Bern is deep into one composition, enjoying the layering of the alto and tenor saxes over the French horns — and the “French horns’ epic battle with the trombones, when the horns fought for supremacy, but the trombones would, in just seconds, kick their asses” — when he is summoned by the august and influential Delaney Foundation. It’s the organization that shaped Bern’s life from his early days in Milwaukee as a “poor bologna sandwich-eating kid with a beat-up French horn” to the respected academician he has become.

The foundation has uncovered what is believed to be the original draft of Red, a long-lost Delaney opera and an enigma of modern American music. It doesn’t take much coaxing to lure Bern from the Charlottesville campus to the foundation’s plush New York offices, even with the hush-hush of it all. His task is to authenticate Red, the final piece in Delaney’s Rings Quintet, a series of operas inspired by the yellow, blue, black, green and red rings of the Olympic flag.

What he discovers, though, with the help of Eboni Washington — a brilliant, sassy coding whiz from the Bronx — is a gripping history with the potential to destroy both the reputation of the composer Bern idolizes and the foundation interested in preserving an untarnished image of Delaney.

Central to the plot line is one of the most interesting characters of Slocumb’s Symphony: Josephine Reed, a neurodivergent Black woman from North Carolina with a gift for music. She arrives in New York in 1918 with a small, crumpled piece of paper in her gloved hand. We find out why she has traveled all that distance when she rounds a street corner and hears “a trombone, a clarinet and then a trumpet lifting itself up like a benediction, blessing the air with a run of notes that Josephine breathed in like the smell of the earth after a spring rain.”

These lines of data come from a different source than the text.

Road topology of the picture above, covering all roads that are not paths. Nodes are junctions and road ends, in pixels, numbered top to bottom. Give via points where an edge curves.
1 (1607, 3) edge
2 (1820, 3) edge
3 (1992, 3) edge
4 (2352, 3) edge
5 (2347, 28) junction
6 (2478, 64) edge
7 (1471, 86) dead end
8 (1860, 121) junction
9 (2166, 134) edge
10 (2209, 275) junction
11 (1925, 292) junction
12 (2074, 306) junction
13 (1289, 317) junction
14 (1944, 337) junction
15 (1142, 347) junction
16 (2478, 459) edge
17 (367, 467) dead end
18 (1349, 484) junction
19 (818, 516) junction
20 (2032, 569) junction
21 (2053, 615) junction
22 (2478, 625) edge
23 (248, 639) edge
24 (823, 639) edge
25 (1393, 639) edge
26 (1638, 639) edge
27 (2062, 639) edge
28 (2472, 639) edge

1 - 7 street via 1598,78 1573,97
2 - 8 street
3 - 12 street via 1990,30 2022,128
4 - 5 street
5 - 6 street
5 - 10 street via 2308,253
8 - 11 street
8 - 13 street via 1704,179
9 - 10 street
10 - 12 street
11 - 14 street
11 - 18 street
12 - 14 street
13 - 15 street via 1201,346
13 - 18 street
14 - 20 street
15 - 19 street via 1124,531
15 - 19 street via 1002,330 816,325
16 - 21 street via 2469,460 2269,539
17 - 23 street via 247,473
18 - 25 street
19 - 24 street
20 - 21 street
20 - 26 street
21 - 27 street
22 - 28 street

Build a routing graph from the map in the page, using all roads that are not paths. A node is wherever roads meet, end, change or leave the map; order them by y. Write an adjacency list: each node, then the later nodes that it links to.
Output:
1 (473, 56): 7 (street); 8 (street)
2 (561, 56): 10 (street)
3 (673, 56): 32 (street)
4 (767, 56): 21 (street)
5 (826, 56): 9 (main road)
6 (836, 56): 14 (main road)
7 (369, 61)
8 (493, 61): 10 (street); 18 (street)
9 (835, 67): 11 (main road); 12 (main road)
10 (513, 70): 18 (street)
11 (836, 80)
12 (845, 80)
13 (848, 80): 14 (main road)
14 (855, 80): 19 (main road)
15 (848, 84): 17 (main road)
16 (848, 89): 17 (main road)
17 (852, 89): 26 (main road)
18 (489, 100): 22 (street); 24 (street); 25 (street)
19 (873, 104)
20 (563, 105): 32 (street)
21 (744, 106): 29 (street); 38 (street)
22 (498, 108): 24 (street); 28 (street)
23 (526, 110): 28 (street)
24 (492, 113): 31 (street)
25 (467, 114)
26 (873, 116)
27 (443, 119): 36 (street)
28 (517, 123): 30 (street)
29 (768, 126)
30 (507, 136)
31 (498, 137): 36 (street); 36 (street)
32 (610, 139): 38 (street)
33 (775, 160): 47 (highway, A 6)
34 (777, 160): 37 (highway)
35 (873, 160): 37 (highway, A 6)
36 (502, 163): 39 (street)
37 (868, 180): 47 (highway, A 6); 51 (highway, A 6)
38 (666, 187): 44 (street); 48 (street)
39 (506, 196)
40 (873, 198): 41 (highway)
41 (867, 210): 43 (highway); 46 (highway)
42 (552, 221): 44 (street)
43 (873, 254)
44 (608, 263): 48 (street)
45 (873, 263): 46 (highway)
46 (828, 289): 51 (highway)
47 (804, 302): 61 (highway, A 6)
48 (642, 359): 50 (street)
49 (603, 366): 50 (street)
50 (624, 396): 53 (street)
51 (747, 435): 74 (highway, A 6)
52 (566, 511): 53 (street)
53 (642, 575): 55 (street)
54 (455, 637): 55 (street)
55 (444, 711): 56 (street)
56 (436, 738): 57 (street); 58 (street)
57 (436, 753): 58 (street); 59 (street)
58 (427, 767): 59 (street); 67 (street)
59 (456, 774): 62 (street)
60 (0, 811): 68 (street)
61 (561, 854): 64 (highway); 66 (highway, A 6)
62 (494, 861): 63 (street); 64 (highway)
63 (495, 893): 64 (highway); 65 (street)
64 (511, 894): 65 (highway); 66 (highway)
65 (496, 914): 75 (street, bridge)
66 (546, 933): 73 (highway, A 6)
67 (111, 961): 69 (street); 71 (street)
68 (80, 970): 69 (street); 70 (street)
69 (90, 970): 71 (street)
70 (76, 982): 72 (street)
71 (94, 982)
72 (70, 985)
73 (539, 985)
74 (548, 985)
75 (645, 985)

She hears the sounds of the city — the subways, elevator doors, automobiles, the wind blowing through tunnels — in musical scales. “The wind whistled in a wavering B-flat up to an F-sharp,” Slocumb writes.

What further sets Josephine apart is how she sees music in colors: pinks, blues, greens, hints of brown, red and more. She has an innate vision and makes distinctive doodles on composition manuscripts that lead to the creation of masterpieces for which she never was credited — Delaney was. It was a photograph of Josephine that Delaney saluted shortly before his death.

Reed becomes a captive in an industry that devalues her because of her skin color and uniqueness. Though she eventually sheds her fragility and finds the confidence to stand up for herself, Josephine’s life comes to a tragic end. With her death, the story of the true composer of the celebrated Delaney operas remains buried until Bern and Eboni find a shipping trunk in the basement of one of Josephine’s distant relatives, and the real source of the operatic sensation that won global acclaim is unearthed.

Slocumb, who grew up in Fayetteville and got a degree in music education from UNC Greensboro, plucks at the heartstrings of his readers throughout Symphony of Secrets. In this fast-paced and galvanizing musical thriller, he reminds us that what’s past is, indeed, prologue, that white supremacy, cultural appropriation and access barriers that existed in the 1920s persist.  PS

Anne Blythe has been a reporter in North Carolina for more than three decades covering city halls, higher education, the courts, crime, hurricanes, ice storms, droughts, floods, college sports, health care and many wonderful characters who make this state such an interesting place to live.